**TASK OBJECTIVE:**
In the material below, find each line that contains the word "Cantonment" and copy it.
:: RECORDS FOR THE EXERCISE
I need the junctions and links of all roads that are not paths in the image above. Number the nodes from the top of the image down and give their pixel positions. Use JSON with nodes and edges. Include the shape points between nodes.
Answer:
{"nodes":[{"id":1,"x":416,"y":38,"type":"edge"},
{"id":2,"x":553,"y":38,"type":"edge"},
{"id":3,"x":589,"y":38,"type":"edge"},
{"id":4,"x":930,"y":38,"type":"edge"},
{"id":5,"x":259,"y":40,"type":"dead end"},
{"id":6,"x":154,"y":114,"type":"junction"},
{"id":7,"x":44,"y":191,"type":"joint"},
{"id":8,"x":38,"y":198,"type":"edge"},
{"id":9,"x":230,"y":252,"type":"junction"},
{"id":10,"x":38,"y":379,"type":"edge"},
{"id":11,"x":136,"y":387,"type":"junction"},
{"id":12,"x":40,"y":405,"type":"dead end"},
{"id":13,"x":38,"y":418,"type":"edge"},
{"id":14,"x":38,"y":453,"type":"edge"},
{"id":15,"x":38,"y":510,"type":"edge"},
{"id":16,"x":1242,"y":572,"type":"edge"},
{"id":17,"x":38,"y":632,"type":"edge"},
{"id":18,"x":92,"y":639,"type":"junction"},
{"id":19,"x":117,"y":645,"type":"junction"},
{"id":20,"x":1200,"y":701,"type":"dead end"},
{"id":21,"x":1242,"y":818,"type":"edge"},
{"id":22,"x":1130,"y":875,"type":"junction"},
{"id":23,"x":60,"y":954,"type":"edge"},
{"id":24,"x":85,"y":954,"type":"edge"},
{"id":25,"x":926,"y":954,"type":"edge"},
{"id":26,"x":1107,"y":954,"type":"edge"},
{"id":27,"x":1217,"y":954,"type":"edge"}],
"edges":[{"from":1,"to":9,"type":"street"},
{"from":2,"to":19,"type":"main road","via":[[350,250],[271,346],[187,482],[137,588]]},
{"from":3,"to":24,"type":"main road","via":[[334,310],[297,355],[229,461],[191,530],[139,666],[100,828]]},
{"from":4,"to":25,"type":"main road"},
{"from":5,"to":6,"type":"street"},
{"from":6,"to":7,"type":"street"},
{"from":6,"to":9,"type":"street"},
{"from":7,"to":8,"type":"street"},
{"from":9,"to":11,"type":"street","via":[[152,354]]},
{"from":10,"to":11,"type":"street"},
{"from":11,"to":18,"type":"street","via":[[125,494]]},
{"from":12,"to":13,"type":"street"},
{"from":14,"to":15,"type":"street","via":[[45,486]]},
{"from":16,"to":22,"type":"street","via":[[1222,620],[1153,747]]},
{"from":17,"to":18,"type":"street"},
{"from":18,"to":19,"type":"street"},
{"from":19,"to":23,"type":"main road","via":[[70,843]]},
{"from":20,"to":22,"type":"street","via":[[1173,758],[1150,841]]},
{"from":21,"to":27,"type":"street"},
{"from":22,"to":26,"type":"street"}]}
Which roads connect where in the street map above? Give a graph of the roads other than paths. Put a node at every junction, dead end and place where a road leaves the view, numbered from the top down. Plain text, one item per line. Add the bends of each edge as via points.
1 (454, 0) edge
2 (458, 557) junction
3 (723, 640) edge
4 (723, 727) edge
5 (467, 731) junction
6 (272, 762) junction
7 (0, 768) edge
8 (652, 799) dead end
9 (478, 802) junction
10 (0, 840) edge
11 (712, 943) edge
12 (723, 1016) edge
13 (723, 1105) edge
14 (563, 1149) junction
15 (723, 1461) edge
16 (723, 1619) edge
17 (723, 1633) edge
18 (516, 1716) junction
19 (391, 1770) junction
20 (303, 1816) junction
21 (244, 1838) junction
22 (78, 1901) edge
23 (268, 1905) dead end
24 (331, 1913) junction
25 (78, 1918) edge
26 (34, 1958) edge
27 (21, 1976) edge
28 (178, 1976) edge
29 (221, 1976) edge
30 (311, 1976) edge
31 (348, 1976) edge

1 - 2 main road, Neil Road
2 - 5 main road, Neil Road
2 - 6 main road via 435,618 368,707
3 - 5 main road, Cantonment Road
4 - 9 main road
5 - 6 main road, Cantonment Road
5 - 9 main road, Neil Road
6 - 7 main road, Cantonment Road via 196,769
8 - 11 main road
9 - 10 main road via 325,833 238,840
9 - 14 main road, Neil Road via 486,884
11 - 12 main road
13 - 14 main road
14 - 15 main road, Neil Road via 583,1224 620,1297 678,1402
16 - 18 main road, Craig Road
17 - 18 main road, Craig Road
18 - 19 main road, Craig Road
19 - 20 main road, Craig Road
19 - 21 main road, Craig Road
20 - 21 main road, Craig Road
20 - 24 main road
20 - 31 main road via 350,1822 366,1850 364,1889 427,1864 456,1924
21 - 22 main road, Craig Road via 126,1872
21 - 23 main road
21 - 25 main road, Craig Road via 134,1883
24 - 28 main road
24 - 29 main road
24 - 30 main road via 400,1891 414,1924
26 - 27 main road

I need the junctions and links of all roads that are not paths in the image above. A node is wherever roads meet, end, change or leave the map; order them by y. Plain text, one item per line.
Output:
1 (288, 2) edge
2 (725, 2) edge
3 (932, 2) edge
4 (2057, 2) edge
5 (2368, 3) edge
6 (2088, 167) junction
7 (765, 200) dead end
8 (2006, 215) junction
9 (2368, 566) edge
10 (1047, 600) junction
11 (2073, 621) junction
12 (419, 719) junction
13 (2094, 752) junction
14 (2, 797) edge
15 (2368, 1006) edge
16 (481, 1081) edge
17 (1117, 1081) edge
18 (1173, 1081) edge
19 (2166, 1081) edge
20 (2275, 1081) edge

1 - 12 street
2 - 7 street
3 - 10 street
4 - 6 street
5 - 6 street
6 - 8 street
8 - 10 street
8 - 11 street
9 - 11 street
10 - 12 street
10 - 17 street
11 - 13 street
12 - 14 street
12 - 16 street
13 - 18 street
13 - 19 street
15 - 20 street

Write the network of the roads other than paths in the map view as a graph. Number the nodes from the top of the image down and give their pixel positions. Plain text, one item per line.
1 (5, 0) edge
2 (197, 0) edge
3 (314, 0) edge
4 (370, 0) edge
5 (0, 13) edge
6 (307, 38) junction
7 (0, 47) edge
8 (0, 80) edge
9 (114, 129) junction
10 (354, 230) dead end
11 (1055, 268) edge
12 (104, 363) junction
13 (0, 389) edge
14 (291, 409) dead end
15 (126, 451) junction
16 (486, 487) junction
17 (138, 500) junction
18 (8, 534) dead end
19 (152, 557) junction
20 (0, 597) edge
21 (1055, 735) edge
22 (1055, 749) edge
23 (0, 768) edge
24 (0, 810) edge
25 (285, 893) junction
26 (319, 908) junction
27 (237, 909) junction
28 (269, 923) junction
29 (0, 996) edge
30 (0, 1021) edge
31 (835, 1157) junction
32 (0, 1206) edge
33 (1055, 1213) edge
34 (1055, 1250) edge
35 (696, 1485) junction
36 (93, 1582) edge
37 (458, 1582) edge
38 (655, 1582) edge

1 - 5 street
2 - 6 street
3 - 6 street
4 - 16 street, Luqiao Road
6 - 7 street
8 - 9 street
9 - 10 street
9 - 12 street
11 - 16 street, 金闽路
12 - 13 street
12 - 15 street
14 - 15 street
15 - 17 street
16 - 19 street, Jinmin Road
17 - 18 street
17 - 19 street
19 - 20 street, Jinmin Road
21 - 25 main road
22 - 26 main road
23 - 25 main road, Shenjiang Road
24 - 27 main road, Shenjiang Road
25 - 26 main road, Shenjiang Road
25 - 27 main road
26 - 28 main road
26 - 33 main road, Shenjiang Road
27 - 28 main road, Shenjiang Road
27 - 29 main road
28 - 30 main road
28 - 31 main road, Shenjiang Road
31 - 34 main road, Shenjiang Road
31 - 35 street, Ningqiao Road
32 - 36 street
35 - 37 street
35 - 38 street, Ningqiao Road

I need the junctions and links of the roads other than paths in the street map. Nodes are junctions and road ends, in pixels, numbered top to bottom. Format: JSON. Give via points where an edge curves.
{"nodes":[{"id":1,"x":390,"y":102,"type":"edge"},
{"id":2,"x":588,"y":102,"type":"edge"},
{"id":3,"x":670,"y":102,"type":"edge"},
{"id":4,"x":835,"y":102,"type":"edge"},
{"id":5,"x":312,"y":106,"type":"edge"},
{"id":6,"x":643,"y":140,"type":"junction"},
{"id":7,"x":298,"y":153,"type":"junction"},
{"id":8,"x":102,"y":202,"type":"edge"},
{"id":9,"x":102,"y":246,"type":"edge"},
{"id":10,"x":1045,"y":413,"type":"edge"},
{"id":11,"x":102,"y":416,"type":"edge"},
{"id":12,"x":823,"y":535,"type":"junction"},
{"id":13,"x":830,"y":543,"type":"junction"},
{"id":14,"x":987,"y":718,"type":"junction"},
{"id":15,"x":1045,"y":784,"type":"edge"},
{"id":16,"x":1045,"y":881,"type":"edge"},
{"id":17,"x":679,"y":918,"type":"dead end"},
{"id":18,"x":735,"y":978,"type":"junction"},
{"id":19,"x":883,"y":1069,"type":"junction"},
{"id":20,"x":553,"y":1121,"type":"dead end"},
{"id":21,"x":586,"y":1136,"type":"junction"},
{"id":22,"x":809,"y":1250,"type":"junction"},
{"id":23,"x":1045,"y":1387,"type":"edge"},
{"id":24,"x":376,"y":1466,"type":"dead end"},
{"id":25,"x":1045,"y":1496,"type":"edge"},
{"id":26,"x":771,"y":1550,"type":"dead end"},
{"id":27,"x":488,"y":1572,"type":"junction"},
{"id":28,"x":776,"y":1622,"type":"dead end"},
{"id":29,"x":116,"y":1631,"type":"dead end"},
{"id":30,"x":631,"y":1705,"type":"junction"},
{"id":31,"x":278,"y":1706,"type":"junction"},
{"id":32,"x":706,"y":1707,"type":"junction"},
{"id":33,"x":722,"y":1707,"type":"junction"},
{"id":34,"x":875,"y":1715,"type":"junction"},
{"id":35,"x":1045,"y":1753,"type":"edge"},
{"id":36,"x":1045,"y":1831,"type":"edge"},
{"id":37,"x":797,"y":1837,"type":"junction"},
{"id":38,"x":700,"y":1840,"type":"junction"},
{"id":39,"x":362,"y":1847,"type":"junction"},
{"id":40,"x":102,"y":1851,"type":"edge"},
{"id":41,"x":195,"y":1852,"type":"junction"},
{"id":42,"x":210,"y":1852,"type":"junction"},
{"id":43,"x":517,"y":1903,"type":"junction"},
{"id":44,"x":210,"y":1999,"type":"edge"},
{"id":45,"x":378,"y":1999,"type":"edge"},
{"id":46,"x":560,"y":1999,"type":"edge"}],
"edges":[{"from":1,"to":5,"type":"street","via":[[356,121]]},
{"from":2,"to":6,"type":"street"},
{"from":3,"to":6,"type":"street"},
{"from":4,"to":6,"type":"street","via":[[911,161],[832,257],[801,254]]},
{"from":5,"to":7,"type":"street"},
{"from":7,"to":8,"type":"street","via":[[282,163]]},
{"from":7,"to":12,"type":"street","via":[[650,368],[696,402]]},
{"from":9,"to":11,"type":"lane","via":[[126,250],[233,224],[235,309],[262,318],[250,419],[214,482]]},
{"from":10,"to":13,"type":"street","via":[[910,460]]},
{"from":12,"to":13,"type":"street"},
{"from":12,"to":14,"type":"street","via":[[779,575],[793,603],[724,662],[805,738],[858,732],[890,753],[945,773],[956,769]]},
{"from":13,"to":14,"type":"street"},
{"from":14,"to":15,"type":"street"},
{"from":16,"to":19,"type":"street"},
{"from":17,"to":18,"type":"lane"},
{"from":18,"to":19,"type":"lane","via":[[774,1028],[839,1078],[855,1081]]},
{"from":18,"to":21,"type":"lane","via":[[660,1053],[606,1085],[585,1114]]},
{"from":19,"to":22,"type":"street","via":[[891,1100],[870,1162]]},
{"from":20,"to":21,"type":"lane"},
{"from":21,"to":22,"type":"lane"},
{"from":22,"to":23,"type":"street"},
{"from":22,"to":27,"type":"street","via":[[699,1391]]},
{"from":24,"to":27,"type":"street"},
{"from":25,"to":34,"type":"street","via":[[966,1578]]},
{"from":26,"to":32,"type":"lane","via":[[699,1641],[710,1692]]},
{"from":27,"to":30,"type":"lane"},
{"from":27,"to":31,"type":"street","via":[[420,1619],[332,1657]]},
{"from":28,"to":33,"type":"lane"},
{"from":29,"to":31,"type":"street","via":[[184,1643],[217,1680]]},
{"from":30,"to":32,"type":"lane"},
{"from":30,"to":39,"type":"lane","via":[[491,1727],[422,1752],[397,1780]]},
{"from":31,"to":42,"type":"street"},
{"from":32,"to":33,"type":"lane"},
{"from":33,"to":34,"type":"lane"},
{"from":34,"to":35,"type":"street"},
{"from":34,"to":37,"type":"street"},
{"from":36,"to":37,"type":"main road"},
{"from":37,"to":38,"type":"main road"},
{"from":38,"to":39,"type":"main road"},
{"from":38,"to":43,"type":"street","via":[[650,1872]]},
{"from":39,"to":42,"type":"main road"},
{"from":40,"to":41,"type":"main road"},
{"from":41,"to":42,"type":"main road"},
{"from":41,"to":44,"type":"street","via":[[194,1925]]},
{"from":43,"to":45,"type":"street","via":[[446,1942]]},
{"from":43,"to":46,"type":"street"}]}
::::
**RESPONSE BOX:**
3 - 5 main road, Cantonment Road
5 - 6 main road, Cantonment Road
6 - 7 main road, Cantonment Road via 196,769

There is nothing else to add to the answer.